Nie uwierzy mi pani… Oczywiście miałam przy sobie tę koleżankę zawsze, miałam z kim rozmawiać, bo grupka była duża. Stopniowo każda grupka się rozchodziła, bo ten tu został, tam został, pociąg, to do pociągu tam wsiedli. Każdy z innego miasta był, ci ludzie. Najpierw, zanim się dostałam do pociągu, to chodziliśmy… Było zapowiedziane Niemcom, że jak ktoś przyjdzie biedny czy z obozu, to muszą nakarmić i muszą dać spać, ale pierwszy dzień to wszyscy byliśmy… Rosjanie dali nam taki plac duży, bo już do obozu nie wróciliśmy, nie wróciliśmy do tych prycz. Każdy dostał jeszcze jeden koc i jeden przy drugim tak musiał leżeć. A nas było bardzo dużo, bardzo dużo, jedno przy drugim. Później mi się siusiu zachciało tam na tym placu, nie wypadało mi tam się wysikać, ale bałam się, zawsze bałam się, do dzisiejszego dnia mi to zostało.

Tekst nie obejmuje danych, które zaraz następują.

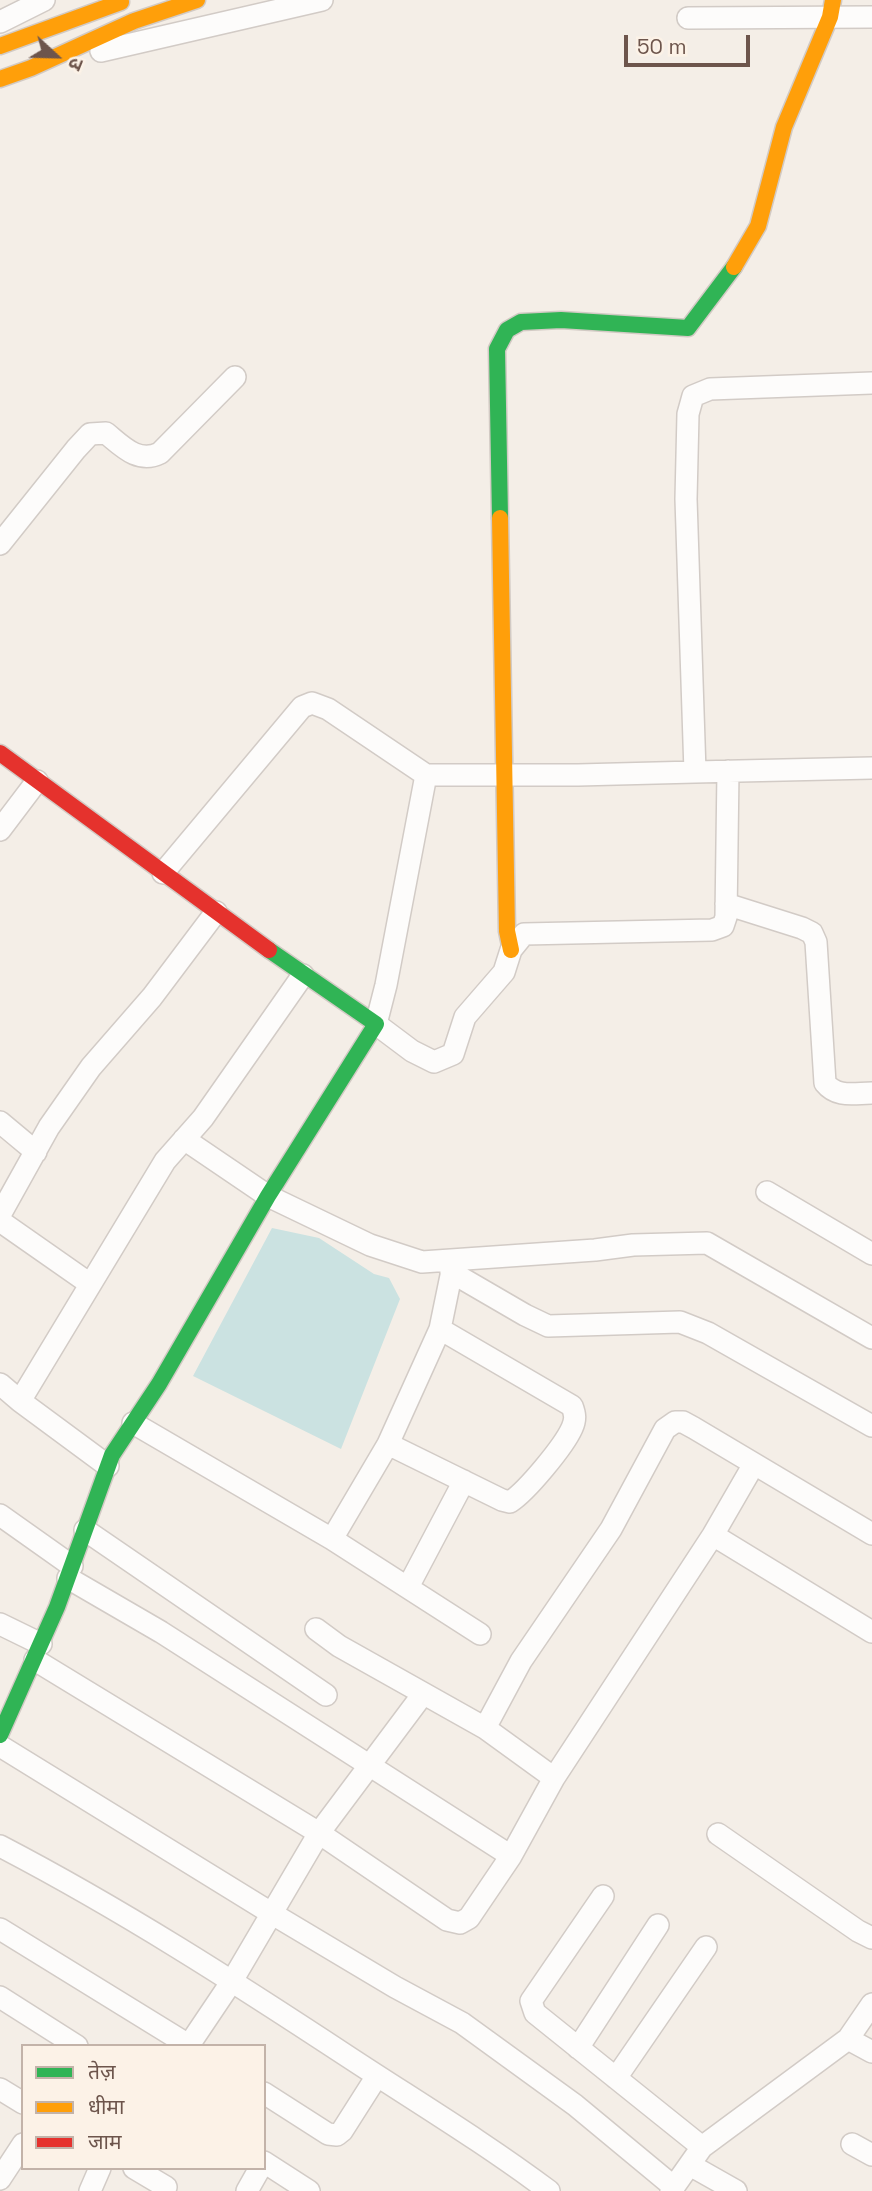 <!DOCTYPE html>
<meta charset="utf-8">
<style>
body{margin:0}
#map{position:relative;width:872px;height:2191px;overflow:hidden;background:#f4eee7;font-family:"Space Grotesk","Noto Sans Devanagari",sans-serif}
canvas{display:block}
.legend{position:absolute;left:21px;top:2044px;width:245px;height:126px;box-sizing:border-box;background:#fcf2e7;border:2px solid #c3b3a9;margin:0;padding:9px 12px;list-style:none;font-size:21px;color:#6d554c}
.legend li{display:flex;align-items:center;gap:14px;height:35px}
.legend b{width:35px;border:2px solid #c3b3a9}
.north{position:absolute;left:21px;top:21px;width:70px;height:70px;-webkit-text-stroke:5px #fcf2e7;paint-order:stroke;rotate:112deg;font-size:19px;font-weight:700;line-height:28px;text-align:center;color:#6d554c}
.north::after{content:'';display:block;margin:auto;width:24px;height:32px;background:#6d554c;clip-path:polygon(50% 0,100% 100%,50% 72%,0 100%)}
.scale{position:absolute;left:624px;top:35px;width:126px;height:32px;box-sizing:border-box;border:4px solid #6d554c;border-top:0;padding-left:9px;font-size:21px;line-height:24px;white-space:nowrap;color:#6d554c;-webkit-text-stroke:5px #fcf2e7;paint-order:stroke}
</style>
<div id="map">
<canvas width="872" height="2191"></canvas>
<ul class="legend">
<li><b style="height:9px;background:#30b455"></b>तेज़</li>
<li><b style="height:9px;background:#ff9f0a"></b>धीमा</li>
<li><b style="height:9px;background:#e5322d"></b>जाम</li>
</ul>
<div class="north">उ</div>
<div class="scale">50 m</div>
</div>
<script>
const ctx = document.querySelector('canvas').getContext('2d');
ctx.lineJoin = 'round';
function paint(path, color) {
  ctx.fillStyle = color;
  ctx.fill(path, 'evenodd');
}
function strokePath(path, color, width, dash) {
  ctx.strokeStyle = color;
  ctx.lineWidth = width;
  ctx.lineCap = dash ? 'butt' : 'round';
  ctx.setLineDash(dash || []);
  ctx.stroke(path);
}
paint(new Path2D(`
 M 272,1228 L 319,1238 L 374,1274 L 389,1278 L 400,1299 L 341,1449 L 193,1376 Z`), '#cbe2e1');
const street = new Path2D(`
 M 688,18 L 872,17
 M 0,22 L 44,0
 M 101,51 L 322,0
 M 872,383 L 710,389 L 693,396 L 688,414 L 686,499 L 695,772 L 872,768
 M 0,544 L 76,449 L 90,434 L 106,433 C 122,446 138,464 160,453 L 235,377
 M 426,775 L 386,985 L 376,1024 L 412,1051 L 434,1062 L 453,1054 L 465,1017 L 504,972 L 511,950 L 524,934 L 712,930 L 723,926 L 726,917 L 728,771
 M 0,830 L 37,781
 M 163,873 L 302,707 L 312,703 L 328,709 L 426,775 L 578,775 L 695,772
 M 726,904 L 802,928 L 812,933 L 816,942 L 825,1083 C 837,1098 854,1093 872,1093
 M 0,1122 L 36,1152
 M 184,1139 L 268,1196 L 370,1245 L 422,1262 L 595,1250 L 633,1245 L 707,1243 L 872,1338
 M 767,1192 L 872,1254
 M 0,1215 L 49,1127 L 91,1067 L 152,997 L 216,912
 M 0,1221 L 90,1284
 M 451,1272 L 525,1315 L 548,1326 L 680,1322 L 708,1333 L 872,1426
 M 0,1384 L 20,1401
 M 133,1423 L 332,1539 L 480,1634
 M 388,1444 L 502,1500 L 510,1502 C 527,1491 564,1446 572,1428 C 576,1419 575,1414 572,1406 L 440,1329
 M 108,1466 L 20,1401 L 165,1161 L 203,1118 L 303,975
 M 0,1515 L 72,1566
 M 85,1530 L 326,1695
 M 713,1535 L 872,1632
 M 332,1539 L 388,1444 L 440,1329 L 454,1261
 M 68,1578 L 161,1632 L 511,1856
 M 408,1587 L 464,1481
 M 0,1624 L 41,1644
 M 316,1629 L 339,1646 L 485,1728 L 554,1778
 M 35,1660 L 319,1833 L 447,1920 L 460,1923 L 469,1918 L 511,1856 L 554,1778 L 713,1535 L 754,1464
 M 485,1728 L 521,1661 L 611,1529 L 665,1429 L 675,1422 L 683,1422 L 694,1428 L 872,1534
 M 0,1746 L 271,1913 L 395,1987 L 462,2023 L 575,2105 L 674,2187
 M 718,1834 L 858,1931 L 872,1938
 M 0,1846 C 121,1909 236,1983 350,2058 C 417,2102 485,2143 549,2191
 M 603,1896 L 531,2001 L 535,2013 L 702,2147
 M 0,1929 L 190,2046
 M 0,1997 L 77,2046
 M 848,2039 L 872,2052
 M 189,2045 L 232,1981 L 319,1833 L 423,1694
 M 578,2048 L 658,1925
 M 616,2078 L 706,1947
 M 0,2089 L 23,2103
 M 264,2093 L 328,2134 L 337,2135 L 342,2131 L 377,2076
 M 852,2144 L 872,2155
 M 264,2162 L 309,2191
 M 690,2165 L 736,2191
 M 134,2168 L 166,2187
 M 0,2179 L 23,2144
 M 90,2191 L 100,2168
 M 247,2191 L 260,2168
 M 671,2191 L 702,2147 L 848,2039 L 872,2004`);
const fast = new Path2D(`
 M 500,518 L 497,349 L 507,330 L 521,322 L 561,320 L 688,328 L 734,267
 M 0,1735 L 57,1607 L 112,1455 L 159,1384 L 268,1196 L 376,1024 L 269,950`);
const slow = new Path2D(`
 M 0,46 L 121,2
 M 0,79 L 31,68 L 134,21 L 197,0
 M 734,267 L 758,226 L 784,127 L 830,17 L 833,0
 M 500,518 L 507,931 L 511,950`);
const jam = new Path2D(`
 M 0,753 L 269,950`);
strokePath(street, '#d2cbc6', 24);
strokePath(fast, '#d2cac4', 19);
strokePath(slow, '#d2cac4', 19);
strokePath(jam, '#d2cac4', 19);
strokePath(street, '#fdfcfb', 21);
strokePath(fast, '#30b455', 16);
strokePath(slow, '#ff9f0a', 16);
strokePath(jam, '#e5322d', 16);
</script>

Wszystkich się bałam, że znowu coś będzie, że bomby będą… Te bomby były najgorsze, jak byłyśmy w schronie. I wyszłam od nich i tak pod nogami, żeby kogoś tam nie nadepnąć z tych kobiet, ostrożnie idę do drzwi i cholera, nie chcą mi się otworzyć. One zamknęły, ale nie na klucz. Otworzyły się drzwi, w drzwiach stoi rusek. Nie boj się, maładiec. Tichaj, maładiec, bo ja krzyku narobiłam ze strachu. Już mi się odechciało siusiu, odechciało mi się wszystkiego, a on mnie pogłaskał po głowie: Tichaj, maładiec. „A czy tu jest jakaś tam…” – pytał się o Niemkę, mają takie imiona niektóre… To imion ich nie pamiętam, za dużo bym musiała zapamiętać. Jak on poszedł tam, ja szybko za drzwi, szybko siusiu zrobiłam i z powrotem poszłam do mojego miejsca tam. On tak chodził po wszystkich i patrzył, czy jest ta Niemka tutaj, u nas, pomiędzy nami. Miałam taki strach… Jak człowiek młody, to jeszcze nie zna życia w ogóle.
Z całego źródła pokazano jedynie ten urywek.